Message serialization was rewritten to correctly calculate the size of each message before allocating memory instead of using the doubling algorithm that FastSerializer uses.
Previously the embedded ZooKeeper was not available at startup because it require that the messaging fabric and the majority of the cluster topology to be set up. The problem was that we special cased startup and there was a lot of voodoo in SocketJoiner/HostMessenger to set up the TCP mesh that was also responsible for syncing a bunch of arbitrary state using hand coded binary serialization.
Another issue with ZooKeeper was that it was bolted on after failure detection had been implemented and failure detection was never re-written on top of ZooKeeper. In fact ZooKeeper required the existing failure detection mechanism to be notified of failures so it could update the state of ephemeral nodes. This made it impossible to use ZooKeeper for failure detection and to a certain extent discovery.
HostMessenger is a clearing house for most of the functionality in Volt Core. It contains a pool of network threads, the embedded ZooKeeper server and client, and SocketJoiner. SocketJoiner is always running and ready to accept new nodes into the cluster.

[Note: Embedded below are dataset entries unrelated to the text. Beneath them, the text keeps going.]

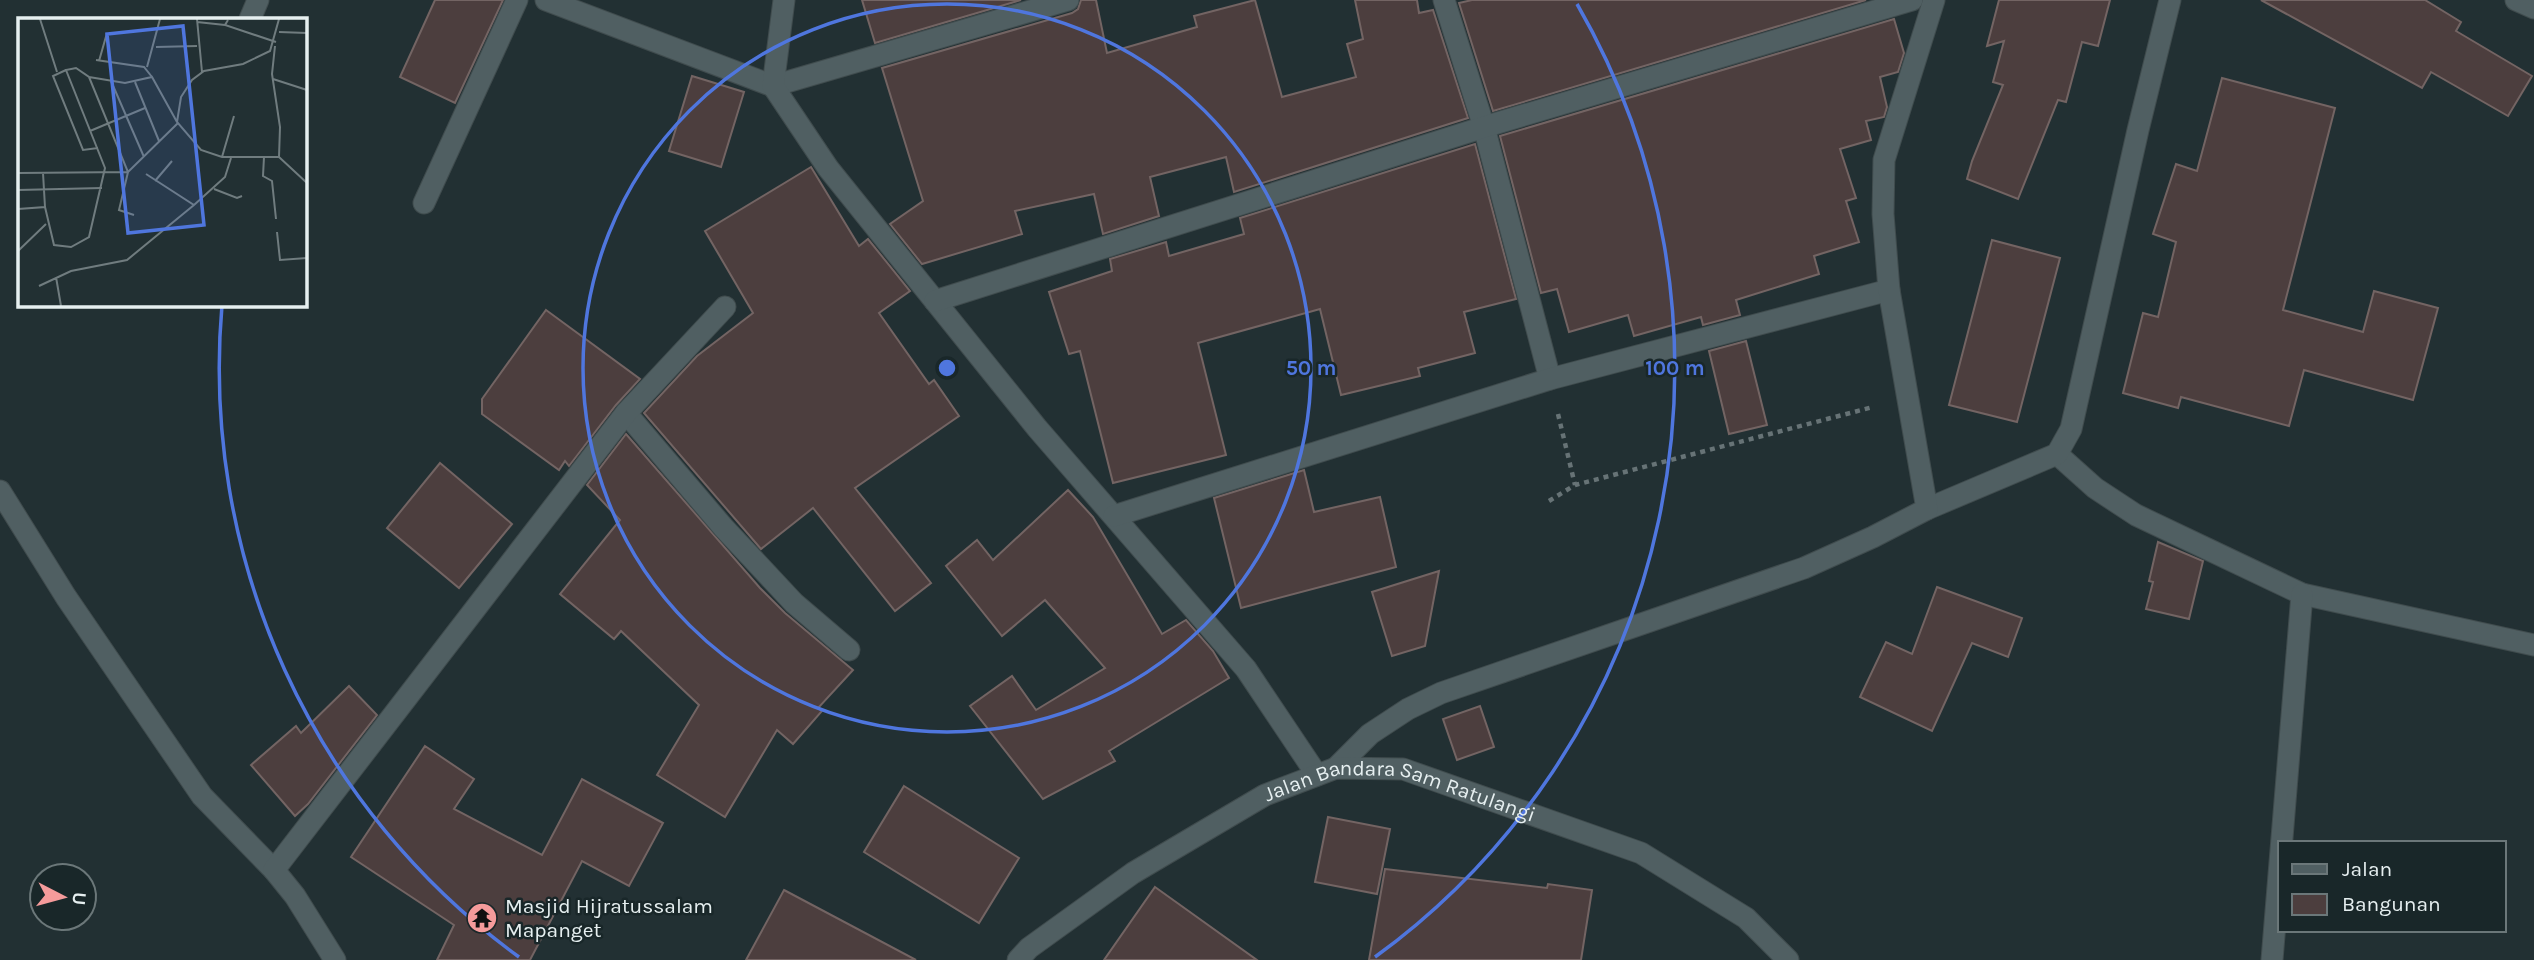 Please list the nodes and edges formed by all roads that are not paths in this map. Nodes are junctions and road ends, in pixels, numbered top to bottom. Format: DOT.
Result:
graph roads {
  1 [pos="258,0"];
  2 [pos="517,0"];
  3 [pos="546,0"];
  4 [pos="784,0"];
  5 [pos="1068,0"];
  6 [pos="1444,0"];
  7 [pos="1912,0"];
  8 [pos="1934,0"];
  9 [pos="2170,0"];
  10 [pos="2516,0"];
  11 [pos="2534,8"];
  12 [pos="250,18"];
  13 [pos="772,86"];
  14 [pos="1484,127"];
  15 [pos="424,203"];
  16 [pos="1889,290"];
  17 [pos="934,301"];
  18 [pos="725,307"];
  19 [pos="1550,379"];
  20 [pos="626,413"];
  21 [pos="2057,454"];
  22 [pos="0,491"];
  23 [pos="1927,509"];
  24 [pos="1114,516"];
  25 [pos="2302,594"];
  26 [pos="2534,645"];
  27 [pos="849,650"];
  28 [pos="1326,771"];
  29 [pos="2282,841"];
  30 [pos="274,870"];
  31 [pos="2278,887"];
  32 [pos="335,960"];
  33 [pos="1018,960"];
  34 [pos="1788,960"];
  35 [pos="2272,960"];
  1 -- 12 [label="street"];
  2 -- 15 [label="street"];
  3 -- 13 [label="street"];
  4 -- 13 [label="street"];
  5 -- 13 [label="street"];
  6 -- 14 [label="street"];
  7 -- 14 [label="street"];
  8 -- 16 [label="street"];
  9 -- 21 [label="street"];
  10 -- 11 [label="street"];
  13 -- 17 [label="street"];
  14 -- 17 [label="street"];
  14 -- 19 [label="street"];
  16 -- 19 [label="street"];
  16 -- 23 [label="street"];
  17 -- 24 [label="street"];
  18 -- 20 [label="street"];
  19 -- 24 [label="street"];
  20 -- 27 [label="street"];
  20 -- 30 [label="street"];
  21 -- 23 [label="street"];
  21 -- 25 [label="street"];
  22 -- 30 [label="street"];
  23 -- 28 [label="street"];
  24 -- 28 [label="street"];
  25 -- 26 [label="street"];
  25 -- 29 [label="street"];
  28 -- 33 [label="street, Jalan Bandara Sam Ratulangi"];
  28 -- 34 [label="street, Jalan Bandara Sam Ratulangi"];
  30 -- 32 [label="street"];
  31 -- 35 [label="street"];
} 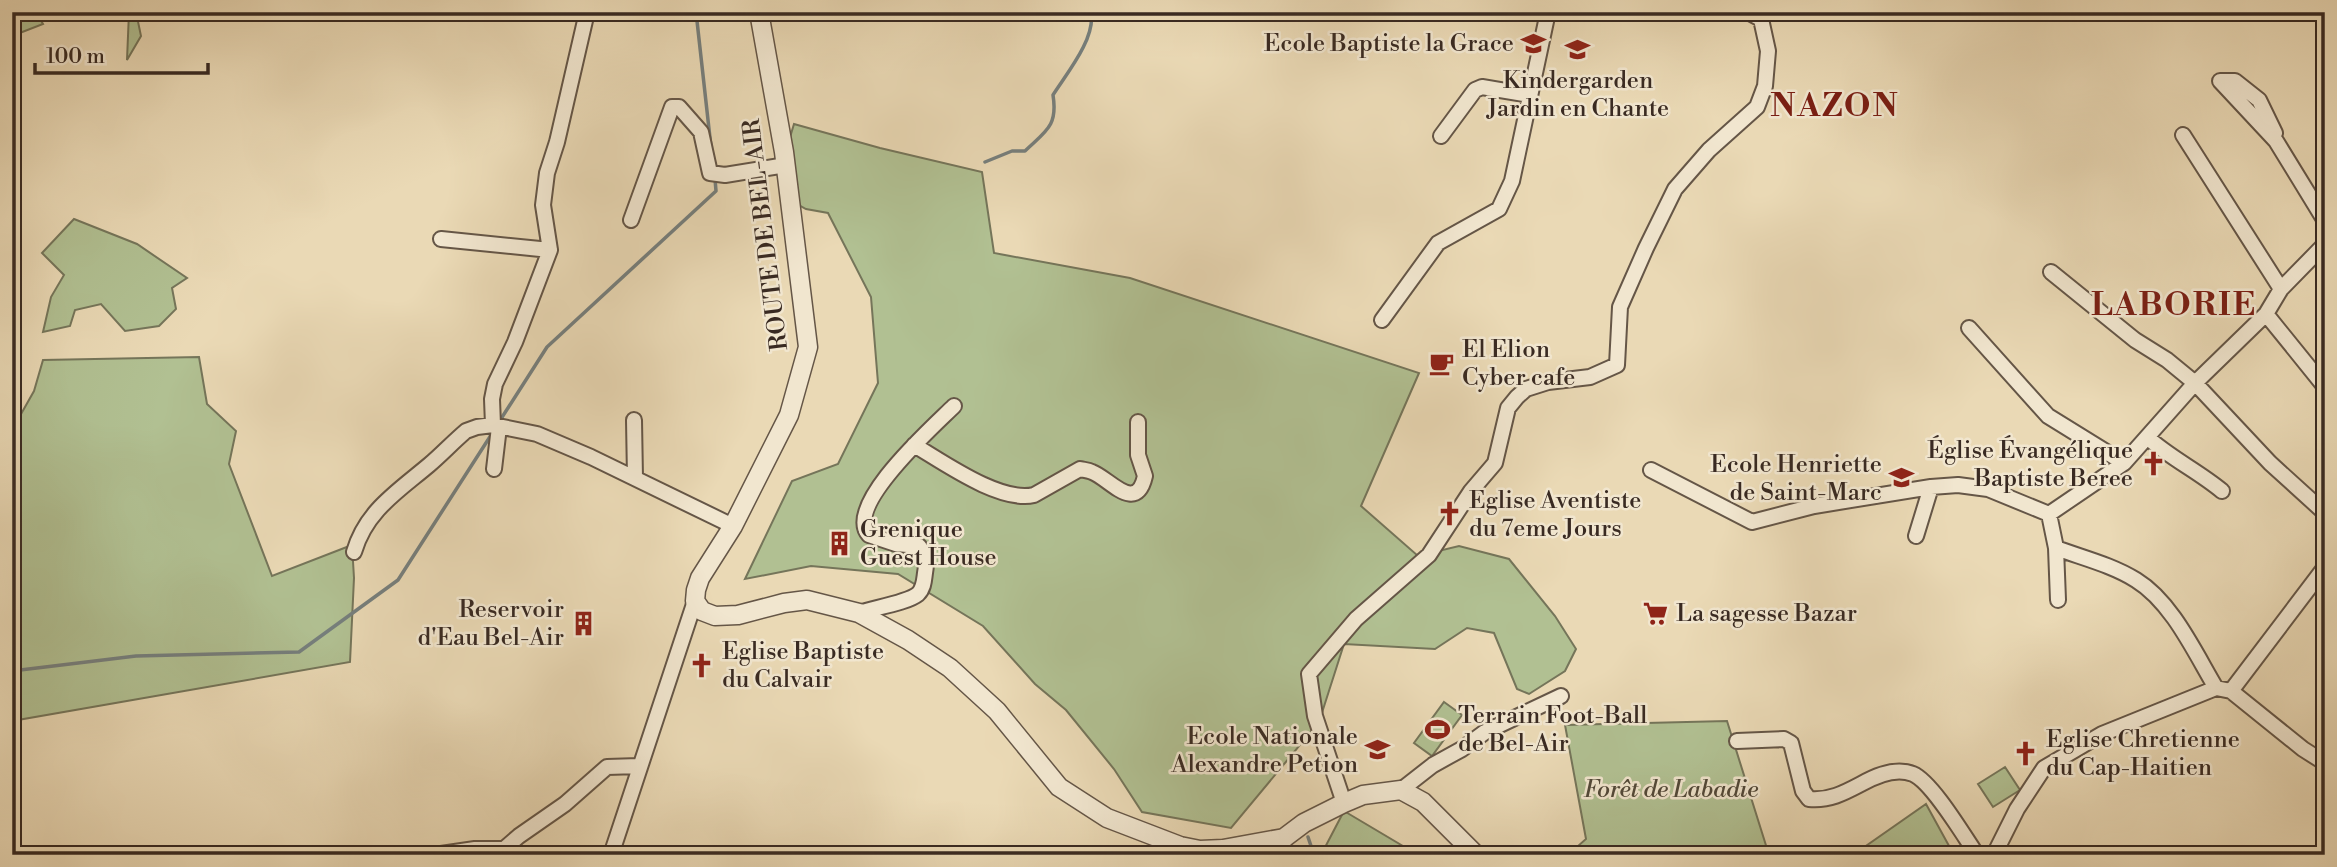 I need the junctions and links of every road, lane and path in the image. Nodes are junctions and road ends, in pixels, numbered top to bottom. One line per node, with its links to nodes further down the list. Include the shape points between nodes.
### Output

The leader node specified by IP address bootstraps it's embedded ZooKeeper instance and makes no attempt to connect to itself using SocketJoiner. The rest of the nodes use their SocketJoiner to connect to the leader which advertises the address of all cluster members and waits for the new node to finish setting up the mesh, and then kicks off a ZooKeeper transaction to bring the new embedded ZooKeeper server into the cluster.
Nodes that are part of the cluster have access to the mailbox system and ZooKeeper. Mailboxes can be constructed without any distributed coordination. One of the more painful changes was making site ids 8-byte longs that contain a 4-byte host id and a 4-byte site id. The host id can be used to route a message to the correct host without any knowledge of whether the site exists on that host. The advantage of adding the extra bytes is that IDs for sites and hosts are no longer reused which simplifies failure and rejoin as well as persistence mechanism that log failure information to disk.
Now that ZooKeeper is available at startup we use it for discovery and failure detection. MailboxPublisher is used to publish all mailbox information to a single ephemeral ZK node. Publishing to a single ZK node causes nodes to "fail" atomically so it isn't possible to see a some of the entities on a node fail while others are still live.
MailboxTracker does the work of monitoring the nodes and their contents. The process is complicated by the fact that ZK watches need to be reset carefully. If you aren't careful you end up with multiple watches set on a single node and each watch will be fire for a single event. Additionally, node deletion results in the data watch of the deleted node firing as well as the child watch of the parent node resulting in two events for what is really one event from the perspective of the application.
MailboxTracker passes updates to a callback in RealVoltDB that constructs a SiteTracker as well as generating failure/rejoin events when nodes come/go. SiteTracker is an immutable POJO representation of all the publicly reachable mailboxes in the cluster. Most things that use SiteTracker use a cached reference so that the topology of the cluster remains consistent until failure/rejoin processing is explicitly reached.
MailboxTracker does the work of monitoring the nodes and their contents. The process is complicated by the fact that ZK watches need to be reset carefully. If you aren't careful you end up with multiple watches set on a single node and each watch will be fire for a single event. Additionally, node deletion results in the data watch of the deleted node firing as well as the child watch of the parent node resulting in two events for what is really one event from the perspective of the application.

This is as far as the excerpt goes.